39th Edition - Reinventing Yourself and/or Your Business
Lena West

Your Business’ Technology Vision: An 8-Step Plan to Create It and Stick with It

Written by: Lena West

Without proper long- and short-term planning, technology mishaps can wreak havoc on your overall business goals. To get value from your technology investments – whether it’s a networked office or a customer relationship database – a plan must be developed, tweaked and followed. Your plan will help you to increase productivity, streamline your processes and the natural by-product will be increased revenues. Here are eight tips that will help you to create a technology plan and stick with it:

1. Get your priorities straight. Examine your most important business goals. Write them down in order of importance.
2. Enlist an ‘A’ Team. Who are the people with the know-how, the experience and the savvy to land your company where it needs to be? To get maximum mileage out of a project, assign team members to specific aspects of the project.
3. Take stock. Make a list of all the ways your company currently uses technology.

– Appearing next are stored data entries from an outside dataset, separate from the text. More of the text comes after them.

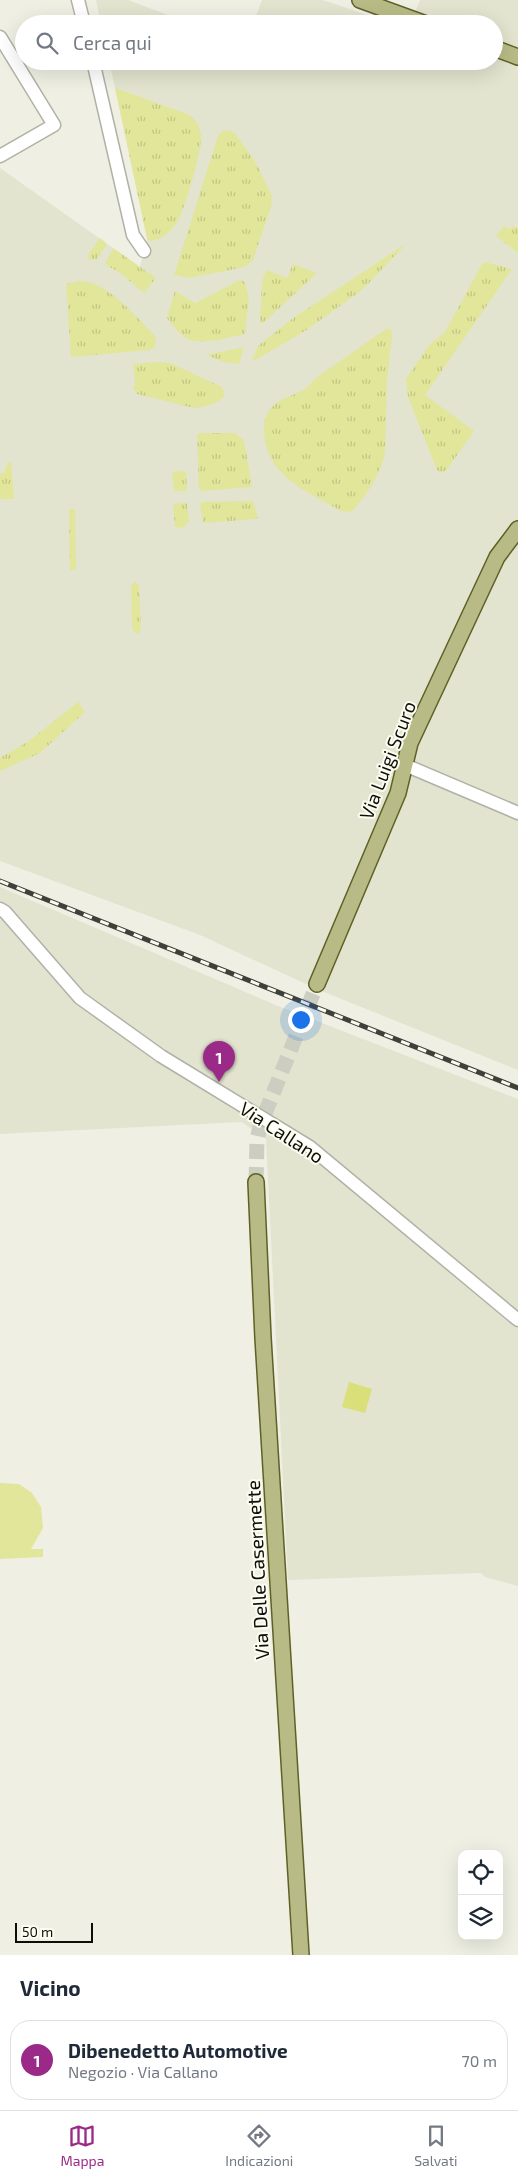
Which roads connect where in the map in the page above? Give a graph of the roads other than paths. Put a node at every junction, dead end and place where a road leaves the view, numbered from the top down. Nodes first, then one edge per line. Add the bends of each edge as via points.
1 (78, 0) edge
2 (360, 0) edge
3 (82, 15) edge
4 (401, 15) edge
5 (0, 37) edge
6 (503, 51) edge
7 (518, 57) edge
8 (15, 61) edge
9 (20, 70) edge
10 (95, 70) edge
11 (0, 156) edge
12 (144, 251) dead end
13 (518, 529) edge
14 (405, 765) junction
15 (518, 813) edge
16 (0, 909) edge
17 (317, 984) tunnel mouth
18 (256, 1182) tunnel mouth
19 (518, 1320) edge
20 (300, 1955) edge

1 - 3 street
2 - 4 main road
5 - 8 street
6 - 7 main road
9 - 11 street via 54,125
10 - 12 street via 133,235
13 - 14 main road, Via Luigi Scuro via 497,558 410,743
14 - 15 street
14 - 17 main road, Via Luigi Scuro via 398,794
16 - 19 street, Via Callano via 80,998 161,1056 310,1147
18 - 20 main road, Via Delle Casermette

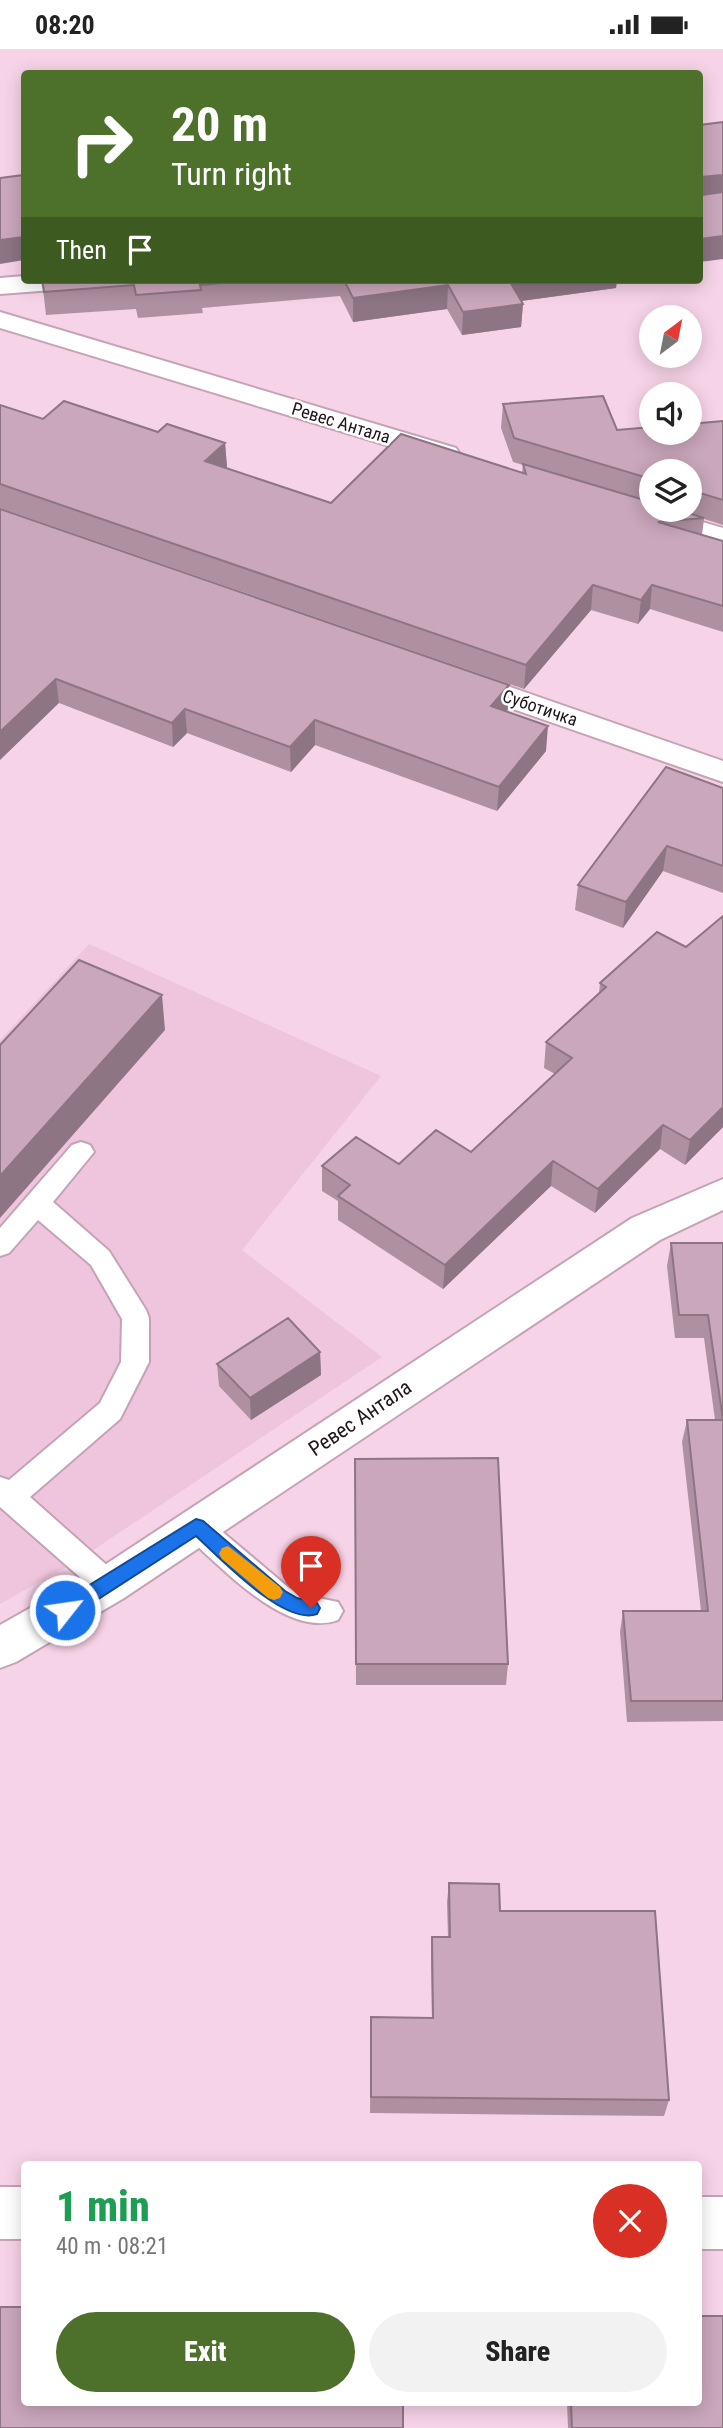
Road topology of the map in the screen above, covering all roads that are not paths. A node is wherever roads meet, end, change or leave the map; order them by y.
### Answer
1 (26, 284) edge
2 (0, 286) edge
3 (0, 320) edge
4 (469, 461) edge
5 (629, 509) edge
6 (723, 537) edge
7 (434, 671) edge
8 (723, 772) edge
9 (81, 1152) dead end
10 (723, 1193) edge
11 (37, 1204) junction
12 (0, 1246) edge
13 (5, 1493) edge
14 (196, 1527) junction
15 (109, 1585) junction
16 (328, 1611) dead end
17 (0, 1648) edge
18 (0, 2213) edge
19 (21, 2213) edge
20 (702, 2223) edge
21 (723, 2223) edge

1 - 2 street
3 - 4 street, Ревес Антала
5 - 6 street
7 - 8 street, Суботичка
9 - 11 lane
10 - 14 street, Ревес Антала
11 - 12 lane
11 - 13 lane
13 - 15 lane
14 - 15 street, Ревес Антала
14 - 16 lane
15 - 17 street, Ревес Антала
18 - 19 street
20 - 21 street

Then, add to this list, any technologies you think your company may need.
4. Play match maker. Match the priorities from step 1 to the technologies in step 3. If you have any items that are not a “pair”, carefully evaluate them to ensure that the technology or the priority is actually critical to your business operation.
5. Timing is everything. Tie deadlines to your technology projects. A to-do without a deadline doesn’t get done.
6. Count your chickens. Determine what portion of your budget will be required to implement your plan? Are those funds immediately available? If not, how will gain access to the monies needed?
7. Check yourself. Set small, challenging easily-measured milestones for your team. Carve out some time to conduct regular reviews of your plan. Be sure to include the members of your ‘A’ Team in this process.
8. Put it in writing. Create a working document that your team can adapt and change as your company grows. Refer to the document often and use it as a guide. Remember, your plan is written on paper, not stone.

I’m sure you’ll find that once your team has a comprehensive planning document on which to focus, sticking to it will come naturally.